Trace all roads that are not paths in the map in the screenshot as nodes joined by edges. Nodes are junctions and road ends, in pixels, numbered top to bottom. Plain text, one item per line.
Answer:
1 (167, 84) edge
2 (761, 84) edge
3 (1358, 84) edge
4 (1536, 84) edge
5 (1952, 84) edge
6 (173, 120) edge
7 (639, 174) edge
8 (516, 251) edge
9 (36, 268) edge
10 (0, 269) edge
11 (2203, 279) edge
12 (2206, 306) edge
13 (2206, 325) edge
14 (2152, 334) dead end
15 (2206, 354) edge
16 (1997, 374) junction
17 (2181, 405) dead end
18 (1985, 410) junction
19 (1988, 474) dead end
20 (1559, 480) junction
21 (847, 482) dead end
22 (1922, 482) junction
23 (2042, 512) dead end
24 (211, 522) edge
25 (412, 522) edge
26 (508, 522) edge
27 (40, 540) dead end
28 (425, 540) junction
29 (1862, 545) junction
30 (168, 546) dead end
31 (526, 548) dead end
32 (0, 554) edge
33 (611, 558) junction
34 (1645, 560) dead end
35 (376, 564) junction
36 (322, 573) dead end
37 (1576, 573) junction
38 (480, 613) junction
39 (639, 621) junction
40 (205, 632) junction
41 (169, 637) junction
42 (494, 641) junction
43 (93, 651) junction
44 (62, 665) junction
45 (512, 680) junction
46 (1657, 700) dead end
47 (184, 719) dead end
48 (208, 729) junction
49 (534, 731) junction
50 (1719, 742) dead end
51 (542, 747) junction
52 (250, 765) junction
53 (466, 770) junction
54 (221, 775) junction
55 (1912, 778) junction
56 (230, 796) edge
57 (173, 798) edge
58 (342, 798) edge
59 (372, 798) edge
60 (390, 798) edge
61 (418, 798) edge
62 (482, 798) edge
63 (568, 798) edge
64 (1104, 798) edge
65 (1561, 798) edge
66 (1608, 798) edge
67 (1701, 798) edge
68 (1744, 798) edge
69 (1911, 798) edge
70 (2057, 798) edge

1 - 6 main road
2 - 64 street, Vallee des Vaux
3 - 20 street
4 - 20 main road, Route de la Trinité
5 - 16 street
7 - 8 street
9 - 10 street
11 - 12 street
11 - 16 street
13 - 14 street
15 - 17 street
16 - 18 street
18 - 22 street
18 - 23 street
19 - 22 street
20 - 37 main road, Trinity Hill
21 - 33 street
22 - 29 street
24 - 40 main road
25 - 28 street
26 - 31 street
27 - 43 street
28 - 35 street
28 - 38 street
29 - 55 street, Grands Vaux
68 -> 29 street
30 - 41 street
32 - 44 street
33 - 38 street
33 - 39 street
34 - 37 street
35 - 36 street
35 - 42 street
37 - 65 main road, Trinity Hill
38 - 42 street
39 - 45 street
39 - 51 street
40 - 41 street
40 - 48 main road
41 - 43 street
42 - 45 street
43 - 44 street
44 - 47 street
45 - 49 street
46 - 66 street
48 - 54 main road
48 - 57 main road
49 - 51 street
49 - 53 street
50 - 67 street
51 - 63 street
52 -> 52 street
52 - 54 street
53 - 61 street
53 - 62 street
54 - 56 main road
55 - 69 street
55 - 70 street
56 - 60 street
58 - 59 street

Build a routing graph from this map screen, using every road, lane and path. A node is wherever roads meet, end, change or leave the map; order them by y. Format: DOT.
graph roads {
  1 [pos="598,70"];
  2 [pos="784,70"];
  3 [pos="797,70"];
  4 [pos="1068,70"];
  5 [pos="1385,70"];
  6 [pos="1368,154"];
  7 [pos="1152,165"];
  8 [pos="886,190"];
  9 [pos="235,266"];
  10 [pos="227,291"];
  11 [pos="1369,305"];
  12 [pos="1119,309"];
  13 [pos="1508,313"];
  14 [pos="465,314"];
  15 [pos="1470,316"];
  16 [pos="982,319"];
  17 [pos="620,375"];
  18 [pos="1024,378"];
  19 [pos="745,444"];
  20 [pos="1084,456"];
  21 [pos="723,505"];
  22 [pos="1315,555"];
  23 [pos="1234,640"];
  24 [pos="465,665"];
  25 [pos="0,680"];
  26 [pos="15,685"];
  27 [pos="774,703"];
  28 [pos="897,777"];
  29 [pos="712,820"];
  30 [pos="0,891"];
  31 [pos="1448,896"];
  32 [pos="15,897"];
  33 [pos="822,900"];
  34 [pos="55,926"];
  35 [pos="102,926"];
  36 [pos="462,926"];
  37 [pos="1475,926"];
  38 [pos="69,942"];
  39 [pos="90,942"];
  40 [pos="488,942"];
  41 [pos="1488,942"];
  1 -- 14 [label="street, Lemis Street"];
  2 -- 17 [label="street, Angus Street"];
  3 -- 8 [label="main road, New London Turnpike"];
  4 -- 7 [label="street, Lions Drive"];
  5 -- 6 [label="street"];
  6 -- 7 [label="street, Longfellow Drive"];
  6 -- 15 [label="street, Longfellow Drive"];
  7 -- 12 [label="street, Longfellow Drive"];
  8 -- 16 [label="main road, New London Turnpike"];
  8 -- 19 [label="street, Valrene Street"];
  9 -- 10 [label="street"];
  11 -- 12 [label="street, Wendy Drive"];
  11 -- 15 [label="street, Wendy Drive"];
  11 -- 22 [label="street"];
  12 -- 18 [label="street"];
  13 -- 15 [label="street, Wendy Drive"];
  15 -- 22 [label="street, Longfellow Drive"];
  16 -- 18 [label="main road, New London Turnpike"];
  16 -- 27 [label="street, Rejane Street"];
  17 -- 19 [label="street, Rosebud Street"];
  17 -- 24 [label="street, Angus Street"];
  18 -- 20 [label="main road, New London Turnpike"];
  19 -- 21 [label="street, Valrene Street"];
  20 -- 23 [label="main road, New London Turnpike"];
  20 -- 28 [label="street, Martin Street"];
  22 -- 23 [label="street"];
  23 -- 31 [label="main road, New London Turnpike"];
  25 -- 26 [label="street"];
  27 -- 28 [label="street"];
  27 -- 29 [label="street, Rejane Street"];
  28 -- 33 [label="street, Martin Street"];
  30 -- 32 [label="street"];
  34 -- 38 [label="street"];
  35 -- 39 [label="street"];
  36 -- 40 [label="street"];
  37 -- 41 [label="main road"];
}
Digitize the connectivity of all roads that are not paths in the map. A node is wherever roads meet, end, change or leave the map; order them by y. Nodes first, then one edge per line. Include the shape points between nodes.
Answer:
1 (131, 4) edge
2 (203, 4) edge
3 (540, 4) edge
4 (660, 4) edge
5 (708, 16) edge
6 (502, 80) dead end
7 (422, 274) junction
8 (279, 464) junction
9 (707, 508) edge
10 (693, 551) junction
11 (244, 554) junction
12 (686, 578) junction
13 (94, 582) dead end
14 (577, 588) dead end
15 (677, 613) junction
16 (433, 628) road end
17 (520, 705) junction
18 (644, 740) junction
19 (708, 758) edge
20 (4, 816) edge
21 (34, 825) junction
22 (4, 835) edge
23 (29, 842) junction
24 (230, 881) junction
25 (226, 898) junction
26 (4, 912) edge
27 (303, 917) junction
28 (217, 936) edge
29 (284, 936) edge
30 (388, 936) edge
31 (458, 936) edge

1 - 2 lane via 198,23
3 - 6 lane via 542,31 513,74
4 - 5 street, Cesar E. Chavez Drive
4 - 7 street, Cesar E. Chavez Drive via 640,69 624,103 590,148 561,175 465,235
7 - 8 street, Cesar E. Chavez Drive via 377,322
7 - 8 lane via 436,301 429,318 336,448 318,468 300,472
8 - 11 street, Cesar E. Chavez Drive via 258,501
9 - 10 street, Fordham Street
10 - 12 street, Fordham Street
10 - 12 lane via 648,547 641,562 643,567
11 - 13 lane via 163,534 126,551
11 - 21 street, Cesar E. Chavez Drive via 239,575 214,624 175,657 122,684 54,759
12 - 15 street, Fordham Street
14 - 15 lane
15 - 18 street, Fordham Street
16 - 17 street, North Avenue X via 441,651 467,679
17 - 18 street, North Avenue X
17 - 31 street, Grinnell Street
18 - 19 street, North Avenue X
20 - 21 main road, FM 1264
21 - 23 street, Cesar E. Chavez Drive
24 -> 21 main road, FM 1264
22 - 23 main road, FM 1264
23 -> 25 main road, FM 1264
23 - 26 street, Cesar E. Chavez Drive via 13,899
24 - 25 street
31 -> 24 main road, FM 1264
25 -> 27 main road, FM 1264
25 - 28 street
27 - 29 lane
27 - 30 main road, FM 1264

## Work task:
Please copy every line of the records above in which "change" appears.

## Response to the task:
Build a routing graph from this map screen, using every road, lane and path. A node is wherever roads meet, end, change or leave the map; order them by y. Format: DOT.
Digitize the connectivity of all roads that are not paths in the map. A node is wherever roads meet, end, change or leave the map; order them by y. Nodes first, then one edge per line. Include the shape points between nodes.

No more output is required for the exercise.